● Task brief
Report each line of the data that includes the word "Stein".

● Given data

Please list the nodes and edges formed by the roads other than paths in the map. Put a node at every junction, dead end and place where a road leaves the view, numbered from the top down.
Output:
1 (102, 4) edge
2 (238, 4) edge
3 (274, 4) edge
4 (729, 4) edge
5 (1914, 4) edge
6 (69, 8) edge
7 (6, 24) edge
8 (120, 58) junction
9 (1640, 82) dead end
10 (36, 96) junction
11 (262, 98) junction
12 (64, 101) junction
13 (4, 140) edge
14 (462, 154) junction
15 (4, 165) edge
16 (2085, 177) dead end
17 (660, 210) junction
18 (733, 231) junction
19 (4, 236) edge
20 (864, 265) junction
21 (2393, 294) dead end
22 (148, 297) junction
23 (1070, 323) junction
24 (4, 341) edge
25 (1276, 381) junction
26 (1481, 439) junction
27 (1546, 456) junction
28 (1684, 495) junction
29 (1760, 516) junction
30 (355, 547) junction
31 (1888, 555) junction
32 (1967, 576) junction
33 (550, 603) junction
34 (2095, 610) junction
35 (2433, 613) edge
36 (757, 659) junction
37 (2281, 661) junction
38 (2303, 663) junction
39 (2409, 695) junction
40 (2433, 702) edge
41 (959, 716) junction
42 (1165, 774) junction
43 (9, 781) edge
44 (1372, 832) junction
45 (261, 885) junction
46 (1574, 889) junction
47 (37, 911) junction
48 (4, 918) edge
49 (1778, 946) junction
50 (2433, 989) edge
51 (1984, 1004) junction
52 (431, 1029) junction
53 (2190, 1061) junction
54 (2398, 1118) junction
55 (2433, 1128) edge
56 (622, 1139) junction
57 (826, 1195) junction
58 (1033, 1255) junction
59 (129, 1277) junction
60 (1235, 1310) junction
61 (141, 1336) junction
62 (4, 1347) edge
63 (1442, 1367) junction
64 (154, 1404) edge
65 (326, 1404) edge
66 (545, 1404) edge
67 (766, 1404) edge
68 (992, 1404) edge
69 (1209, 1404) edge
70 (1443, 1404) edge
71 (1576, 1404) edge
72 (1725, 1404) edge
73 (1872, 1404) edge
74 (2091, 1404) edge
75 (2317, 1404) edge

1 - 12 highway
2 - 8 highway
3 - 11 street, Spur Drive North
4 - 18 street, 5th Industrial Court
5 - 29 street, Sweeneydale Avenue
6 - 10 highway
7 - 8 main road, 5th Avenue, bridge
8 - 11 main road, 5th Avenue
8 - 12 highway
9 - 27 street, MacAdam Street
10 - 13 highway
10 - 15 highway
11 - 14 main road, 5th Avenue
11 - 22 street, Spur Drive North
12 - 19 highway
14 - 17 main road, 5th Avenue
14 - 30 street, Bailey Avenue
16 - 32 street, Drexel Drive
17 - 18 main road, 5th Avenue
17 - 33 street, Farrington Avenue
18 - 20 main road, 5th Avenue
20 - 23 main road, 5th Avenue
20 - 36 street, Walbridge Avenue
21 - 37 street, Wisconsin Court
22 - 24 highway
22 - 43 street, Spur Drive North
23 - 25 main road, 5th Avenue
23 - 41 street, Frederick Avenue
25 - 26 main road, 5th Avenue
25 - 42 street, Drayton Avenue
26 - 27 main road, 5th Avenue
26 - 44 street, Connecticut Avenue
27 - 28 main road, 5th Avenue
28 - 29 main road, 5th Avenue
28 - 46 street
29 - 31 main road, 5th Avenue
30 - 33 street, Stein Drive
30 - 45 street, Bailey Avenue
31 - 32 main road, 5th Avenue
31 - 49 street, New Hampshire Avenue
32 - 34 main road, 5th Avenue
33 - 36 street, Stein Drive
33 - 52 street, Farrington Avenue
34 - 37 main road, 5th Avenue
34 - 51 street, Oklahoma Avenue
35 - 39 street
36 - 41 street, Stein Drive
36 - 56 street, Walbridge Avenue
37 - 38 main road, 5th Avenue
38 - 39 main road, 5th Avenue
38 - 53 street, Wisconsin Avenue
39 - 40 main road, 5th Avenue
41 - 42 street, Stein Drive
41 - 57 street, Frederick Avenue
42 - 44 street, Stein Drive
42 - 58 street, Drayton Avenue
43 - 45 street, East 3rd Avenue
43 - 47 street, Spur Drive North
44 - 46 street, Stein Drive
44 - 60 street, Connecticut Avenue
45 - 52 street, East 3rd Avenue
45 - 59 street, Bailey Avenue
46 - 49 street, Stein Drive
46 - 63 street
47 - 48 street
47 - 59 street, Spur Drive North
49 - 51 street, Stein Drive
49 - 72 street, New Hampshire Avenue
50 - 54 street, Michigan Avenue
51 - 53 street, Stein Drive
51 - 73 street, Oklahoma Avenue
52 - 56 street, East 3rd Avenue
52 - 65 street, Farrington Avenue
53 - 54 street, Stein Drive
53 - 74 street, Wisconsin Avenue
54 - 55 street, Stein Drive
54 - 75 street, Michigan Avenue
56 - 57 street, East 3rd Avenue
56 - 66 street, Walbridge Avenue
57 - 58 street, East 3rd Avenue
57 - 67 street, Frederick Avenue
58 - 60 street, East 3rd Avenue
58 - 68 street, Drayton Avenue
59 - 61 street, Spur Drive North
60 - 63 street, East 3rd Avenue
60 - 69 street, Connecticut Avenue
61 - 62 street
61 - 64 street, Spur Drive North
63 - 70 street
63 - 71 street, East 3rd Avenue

● Task solution
30 - 33 street, Stein Drive
33 - 36 street, Stein Drive
36 - 41 street, Stein Drive
41 - 42 street, Stein Drive
42 - 44 street, Stein Drive
44 - 46 street, Stein Drive
46 - 49 street, Stein Drive
49 - 51 street, Stein Drive
51 - 53 street, Stein Drive
53 - 54 street, Stein Drive
54 - 55 street, Stein Drive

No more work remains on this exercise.